Samsun'da kapağı açık bırakılan rögara düşen görme engelli 8,5 aylık hamile Gülderen Durna Dalgıç (36), “Bu süreçten sonra içimde bir tedirginlik oluştu. Ben normalde bağımsız hareketi iyi olan biriyim. Çok rahat dışarı çıkabilen bir insanım. Şu anda tek başıma dışarı çıkamıyorum. ‘Bir rögar kapağı açık mıdır, bir çalışma var mıdır?’ tedirginliğiyle çıkıyorum” dedi.
Olay, 17 Temmuz’da Atakum ilçesi Güzelyalı Mahallesi'nde meydana geldi. Görme engelli hamile Gülderen Durna Dalgıç, çalışma için kapağı açık bırakıldığı iddia edilen rögara düştü. Bu sırada eşini kurtarmak isteyen Emrah Dalgıç da başını rögar kapağına çarptı. Engelli çiftin yardımına koşan çevredekiler, Gülderen Durna Dalgıç’ı rögardan çıkardı. İhbar üzerine olay yerine polis ve sağlık ekipleri sevk edildi. Yaralanan çift Ondokuz Mayıs Üniversitesi Tıp Fakültesi Hastanesi'ne kaldırıldı. Olay bir iş yerinin güvenlik kamerasına yansıdı. Emrah Dalgıç aynı günün akşamı, eşi İngilizce öğretmeni Gülderen Durna Dalgıç ise doğumhane servisinde bir hafta süren kontrolün ardından taburcu edildi.

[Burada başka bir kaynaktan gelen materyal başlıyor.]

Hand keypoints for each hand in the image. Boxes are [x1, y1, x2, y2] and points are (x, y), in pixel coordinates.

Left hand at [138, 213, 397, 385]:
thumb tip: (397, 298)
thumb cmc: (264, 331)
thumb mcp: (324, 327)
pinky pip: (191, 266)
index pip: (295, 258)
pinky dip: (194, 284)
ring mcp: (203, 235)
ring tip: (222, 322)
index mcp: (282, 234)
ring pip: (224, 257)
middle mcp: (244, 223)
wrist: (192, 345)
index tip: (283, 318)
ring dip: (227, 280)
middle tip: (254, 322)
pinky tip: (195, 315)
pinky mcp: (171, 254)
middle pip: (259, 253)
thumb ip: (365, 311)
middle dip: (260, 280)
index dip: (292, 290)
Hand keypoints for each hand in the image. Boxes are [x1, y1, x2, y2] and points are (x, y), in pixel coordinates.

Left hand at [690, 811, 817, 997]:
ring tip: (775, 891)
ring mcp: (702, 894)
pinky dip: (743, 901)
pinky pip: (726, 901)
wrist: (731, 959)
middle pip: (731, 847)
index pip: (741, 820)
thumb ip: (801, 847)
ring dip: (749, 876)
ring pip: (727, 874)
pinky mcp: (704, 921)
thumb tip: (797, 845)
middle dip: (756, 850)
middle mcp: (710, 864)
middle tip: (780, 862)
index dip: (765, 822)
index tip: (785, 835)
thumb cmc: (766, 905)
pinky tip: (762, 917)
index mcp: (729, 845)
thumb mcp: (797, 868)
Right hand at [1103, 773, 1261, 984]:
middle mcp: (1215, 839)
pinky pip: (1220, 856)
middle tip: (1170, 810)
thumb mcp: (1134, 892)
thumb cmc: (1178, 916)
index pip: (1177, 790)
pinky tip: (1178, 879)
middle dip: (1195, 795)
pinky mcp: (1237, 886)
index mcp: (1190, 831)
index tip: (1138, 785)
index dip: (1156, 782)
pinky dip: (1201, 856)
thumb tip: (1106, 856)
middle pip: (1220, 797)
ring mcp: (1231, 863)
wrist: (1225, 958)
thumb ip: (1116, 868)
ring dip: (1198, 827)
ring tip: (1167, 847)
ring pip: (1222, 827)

‘DIŞARI TEDİRGİN ÇIKIYORUM’
DHA'ya konuşan ve üzücü bir olayla karşı karşıya geldiklerini söyleyen Gülderen Durna Dalgıç, “Bebeğimin ve benim sağlığım yerinde. Her şey yolunda gidiyor şu anda. En başta doktorlarımız da biz de çok korktuk. Kendimden ziyade bebeğim adına endişelendim. Bebeğin sağlığı yerinde mi? Düştüğümüz yer neresi? Görme engellisiniz, bilmiyorsunuz. O anı algılamaya çalıştım. Zaten o an tepki veremedim, donup kaldım. Sağlığımızın yerinde olması her şeyden önemli. Bu süreçten sonra içimde bir tedirginlik oluştu. Ben normalde bağımsız hareketi iyi olan biriyim. Çok rahat dışarı çıkabilen bir insanım. Şu anda tek başıma dışarı çıkamıyorum. ‘Bir rögar kapağı açık mıdır, bir çalışma var mıdır?’ tedirginliğiyle çıkıyorum. Eşim zaten olayla ilgili gerekli açıklamaları yaptı” dedi.
‘DAVA AÇACAĞIZ’
Eşinin bir hafta boyunca hastanede yattığını belirten Emrah Dalgıç, “Bebeğimizin kalple alakalı sıkıntıları oldu ama şu an daha iyiler. Evin içinde bile korkar durumdayız. Yürürken bir şeyin içine düşeceğiz, diye psikolojik olarak tamamen çöküşteyiz. Bunun üstesinden nasıl geleceğiz, onu da tam olarak bilmiyoruz. Bunun için mücadele etmeye çalışıyoruz. Doğum yaklaştığı için eşim, doğum iznine ayrılacak. Kolay kolay atlatamayacağımız bir şey yaşadık. Hep korku içindeydik. Kendi kendimizi yiyip bitiriyorduk. Hastanede yattığımız süreçte oradaki personeller bizimle çok ilgilendi. Hukuki olarak davamız olacak. Kimse cezasız kalmayacak, benim de hatam varsa ben de cezamı çekeceğim. Zaten kamera kayıtlarında her şey görünüyor” diye konuştu.
NASIL GÖRME ENGELLİ OLDUKLARINI ANLATTI
Nasıl görme engelli olduklarını da anlatan Dalgıç, “Bir trafik kazası sonucu görme yitimi kaybettim. 3 arkadaştık ve ben arka koltukta oturuyordum. Karşı şeritten gelen araç ile kafa kafaya çarpıştık. Beyin kanaması, iç kanama, ciğer delinmesi, kaburgam kırıldı, suratımda ve bacağıma platin taktılar. Talihsiz bir olay yaşadık. Kaza tarihinden bu yana arabayı kullanan arkadaşımı bir sefer duyup, görmedim. Gülderen’in çocukluktan gelen ve sonradan gelişen görme kaybı oldu. Üniversite yıllarında görme yetisini tamamen kaybetti” ifadelerini kullandı.